In so far as the Commonwealth countries are concerned, we have done this when drafting the Clause; we have followed the precedent of the Dominion income tax relief granted under Section 27 of the Finance Act, 1920. We are doing in that case as we have done previously—treating the South African State taxes, the Canadian provincial taxes, and the agricultural taxes which are levied in certain States of India, as coming within the scope of the relief.

But, when one comes to foreign countries, the situation is rather different. All sorts of different constitutional arrangements have to be considered in the very many countries which will be involved in this system of unilateral relief. It would immensely complicate the administration of unilateral relief, which already will be extremely difficult, if we sought to include the taxes imposed by States and parts of foreign countries in the scope of this relief. It would make the system extremely difficult to work, if not cause it altogether to break down. The relief extends only to the foreign taxes which are analogous to British Profits Tax and British Income Tax. To try to ascertain, with regard to the areas' component territories, in all the foreign countries which will be involved within the scheme, whether the taxes there imposed come fairly within the description of taxes analogous to British Profits Tax and British Income Tax, might often be well-nigh impossible.

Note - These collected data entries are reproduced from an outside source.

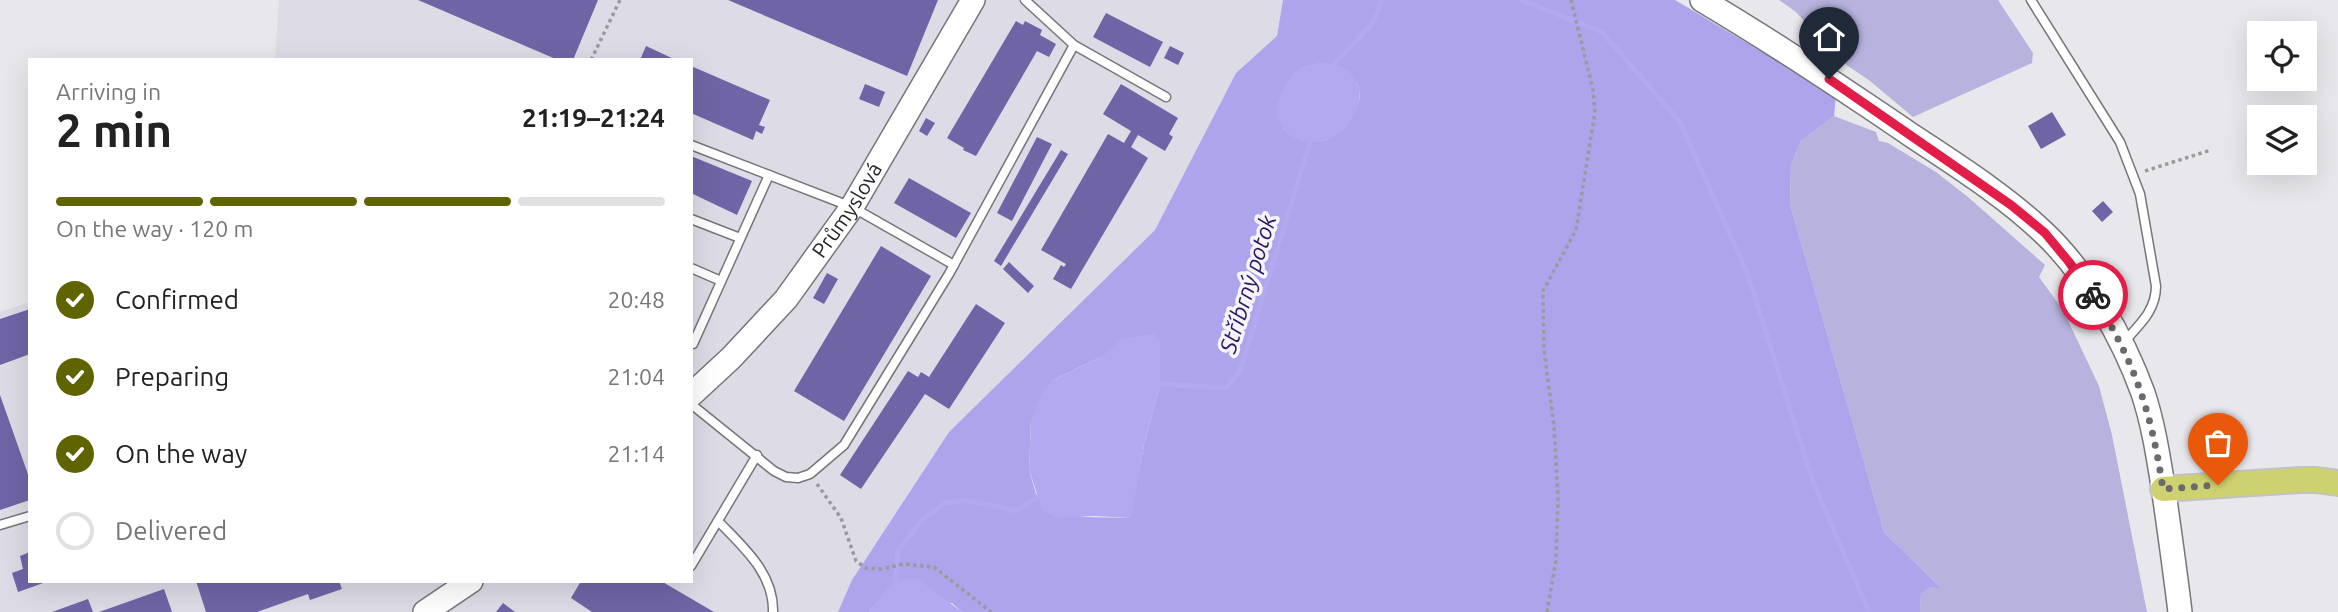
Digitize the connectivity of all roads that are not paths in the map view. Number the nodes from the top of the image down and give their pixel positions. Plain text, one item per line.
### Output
1 (973, 0) edge
2 (1025, 0) edge
3 (1702, 0) edge
4 (2031, 0) edge
5 (1074, 45) junction
6 (1166, 97) dead end
7 (693, 146) edge
8 (769, 175) junction
9 (852, 206) junction
10 (693, 220) edge
11 (740, 238) junction
12 (954, 265) junction
13 (693, 269) edge
14 (721, 281) junction
15 (693, 344) edge
16 (2124, 349) junction
17 (693, 393) edge
18 (693, 406) edge
19 (757, 455) junction
20 (2338, 483) edge
21 (2163, 489) junction
22 (28, 517) edge
23 (718, 521) junction
24 (0, 525) edge
25 (693, 563) edge
26 (468, 583) edge
27 (425, 612) edge
28 (772, 612) edge
29 (2180, 612) edge

1 - 9 street, Průmyslová
2 - 5 lane
3 - 16 street
4 - 16 lane
5 - 6 lane
5 - 12 lane
7 - 8 lane
8 - 9 lane
8 - 11 lane
9 - 12 lane
9 - 17 street, Průmyslová
10 - 11 lane
11 - 14 lane
12 - 19 lane
13 - 14 lane
14 - 15 lane
16 - 21 street
18 - 19 lane
19 - 23 lane
20 - 21 main road
21 - 29 street
22 - 24 lane
23 - 25 lane
23 - 28 lane
26 - 27 street

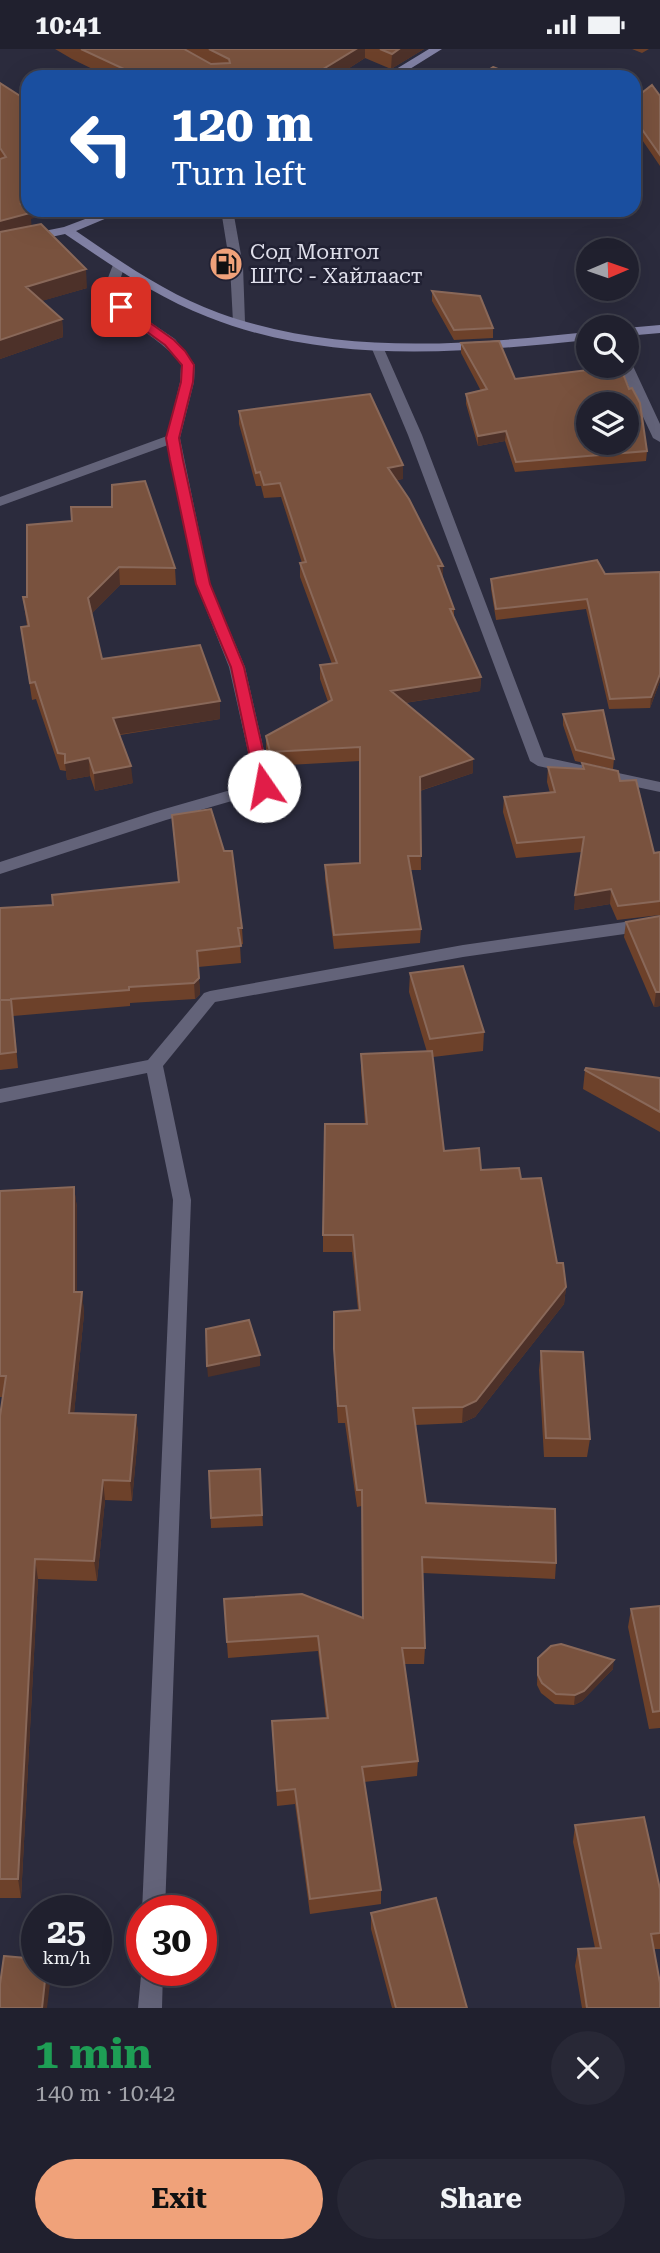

Therefore, the justification for our Clause is that, so far as the Commonwealth is concerned, we are following the accepted practice under Section 27 of the 1920 Act. From the nature of things it is much easier to obtain any necessary information as to the structure of Commonwealth taxes. In foreign countries, it would be extremely difficult, if possible at all, to try to ascertain in regard to the vast number of taxes which would have to be considered whether they come within the purview of unilateral relief. For that reason, we have excluded constituent provinces of foreign countries.

Mr. Fletcher

In the case of Switzerland, traditionally and for many years cantonal taxes have been probably more important than those of the central Government. It also is likely to arise in the case of Germany, where the Lander taxes may play the same rôle. I suggest that, as Switzerland is certainly a hard currency country and our exports to her are of such importance, the Chancellor of the Exchequer might well go into this point and see whether these taxes which are very old established ones, are not just a matter of solely provincial taxes but are an essential fibre of the whole taxation system.

The Solicitor-General

With regard to Germany, the income tax is administered and collected by the Lander but the tax itself is imposed as a national tax and will come within the scope of the relief provided for in the new Clause. But Switzerland is rather different. Taxes are imposed in the cantons—they are fairly heavy taxes and will be excluded. Income tax imposed by the Swiss Confederation will rank for relief. In the case of Switzerland, too, it is hoped the negotiations for a bilateral agreement will be opened in the very near future, and it is perfectly competent in the course of these negotiations to explore the possibility of including cantonal taxes. The bilateral arrangements which can be brought within the scope of the 1945 Act. because the Act is so framed, embrace taxes other than the taxes strictly within the purview of the present Clause. It is hoped, when the negotiations fructify, that it may be possible to introduce that tax into the scope of bilateral relief.

Mr. Fletcher

In view of the considerable relief which this Clause is bringing and also because of the fairly open-minded way our points on this side of the Committee have been dealt with, and the hope that during the current year further agreements may be reached, I beg to ask leave to withdraw the Amendment.

Amendment, by leave, withdrawn.

Clause added to the Bill.

Mr. Lyttelton

I beg to move, "That the Chairman do report Progress and ask leave to sit again."

We have made unexpectedly good progress today, and I think this would be a convenient time to adjourn.

Committee report Progress; to sit again Tomorrow.